What the task asks: Extract each line holding the word "Lane" from the entries.

>>>

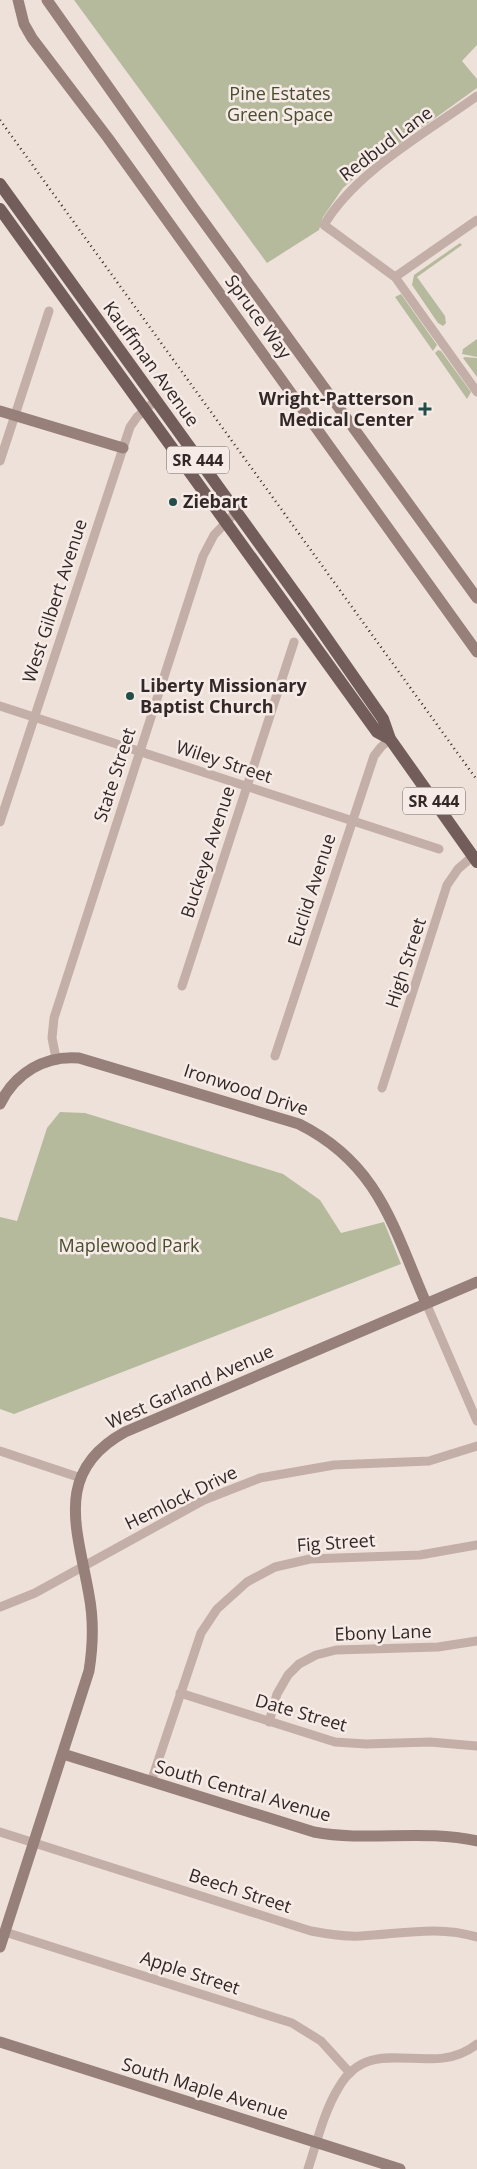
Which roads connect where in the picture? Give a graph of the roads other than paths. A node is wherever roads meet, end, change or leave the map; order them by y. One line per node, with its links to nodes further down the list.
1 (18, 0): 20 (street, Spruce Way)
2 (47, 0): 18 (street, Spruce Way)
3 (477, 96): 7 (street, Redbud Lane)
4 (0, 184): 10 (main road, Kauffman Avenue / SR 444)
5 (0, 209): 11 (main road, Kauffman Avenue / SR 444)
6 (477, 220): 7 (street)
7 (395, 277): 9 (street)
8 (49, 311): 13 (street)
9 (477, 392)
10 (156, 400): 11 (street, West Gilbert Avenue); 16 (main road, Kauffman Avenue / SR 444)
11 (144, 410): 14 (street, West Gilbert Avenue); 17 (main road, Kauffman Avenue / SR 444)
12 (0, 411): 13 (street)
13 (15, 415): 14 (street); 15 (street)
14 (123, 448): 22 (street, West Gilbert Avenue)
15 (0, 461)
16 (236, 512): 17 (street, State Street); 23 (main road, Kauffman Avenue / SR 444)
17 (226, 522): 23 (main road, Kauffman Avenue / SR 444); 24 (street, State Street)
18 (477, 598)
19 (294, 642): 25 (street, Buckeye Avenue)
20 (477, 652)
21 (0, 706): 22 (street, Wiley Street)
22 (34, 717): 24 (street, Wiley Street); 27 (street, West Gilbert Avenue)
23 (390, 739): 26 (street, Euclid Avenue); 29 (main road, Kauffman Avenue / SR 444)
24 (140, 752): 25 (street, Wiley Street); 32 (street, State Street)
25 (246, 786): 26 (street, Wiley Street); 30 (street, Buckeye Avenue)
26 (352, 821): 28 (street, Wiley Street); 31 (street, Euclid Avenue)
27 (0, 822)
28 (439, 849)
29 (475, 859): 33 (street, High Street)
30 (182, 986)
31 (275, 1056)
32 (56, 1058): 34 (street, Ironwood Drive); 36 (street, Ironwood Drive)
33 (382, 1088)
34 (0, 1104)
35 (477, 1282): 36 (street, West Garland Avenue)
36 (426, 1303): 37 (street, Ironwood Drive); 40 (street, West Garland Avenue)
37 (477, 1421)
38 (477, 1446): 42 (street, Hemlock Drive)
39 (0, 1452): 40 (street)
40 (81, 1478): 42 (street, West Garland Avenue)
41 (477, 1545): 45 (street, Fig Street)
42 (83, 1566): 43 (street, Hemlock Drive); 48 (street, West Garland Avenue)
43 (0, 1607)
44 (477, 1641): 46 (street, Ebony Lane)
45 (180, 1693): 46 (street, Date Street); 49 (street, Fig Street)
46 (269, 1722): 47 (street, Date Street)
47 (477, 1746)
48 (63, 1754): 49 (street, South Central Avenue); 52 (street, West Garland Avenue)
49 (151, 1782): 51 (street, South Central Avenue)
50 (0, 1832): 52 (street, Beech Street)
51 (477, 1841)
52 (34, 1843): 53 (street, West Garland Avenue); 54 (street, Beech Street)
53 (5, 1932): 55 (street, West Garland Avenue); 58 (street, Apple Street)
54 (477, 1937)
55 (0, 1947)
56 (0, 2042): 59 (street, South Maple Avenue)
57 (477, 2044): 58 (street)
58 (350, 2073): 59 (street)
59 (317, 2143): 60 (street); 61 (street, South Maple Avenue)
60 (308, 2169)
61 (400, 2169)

<<<

Answer to this task:
3 (477, 96): 7 (street, Redbud Lane)
44 (477, 1641): 46 (street, Ebony Lane)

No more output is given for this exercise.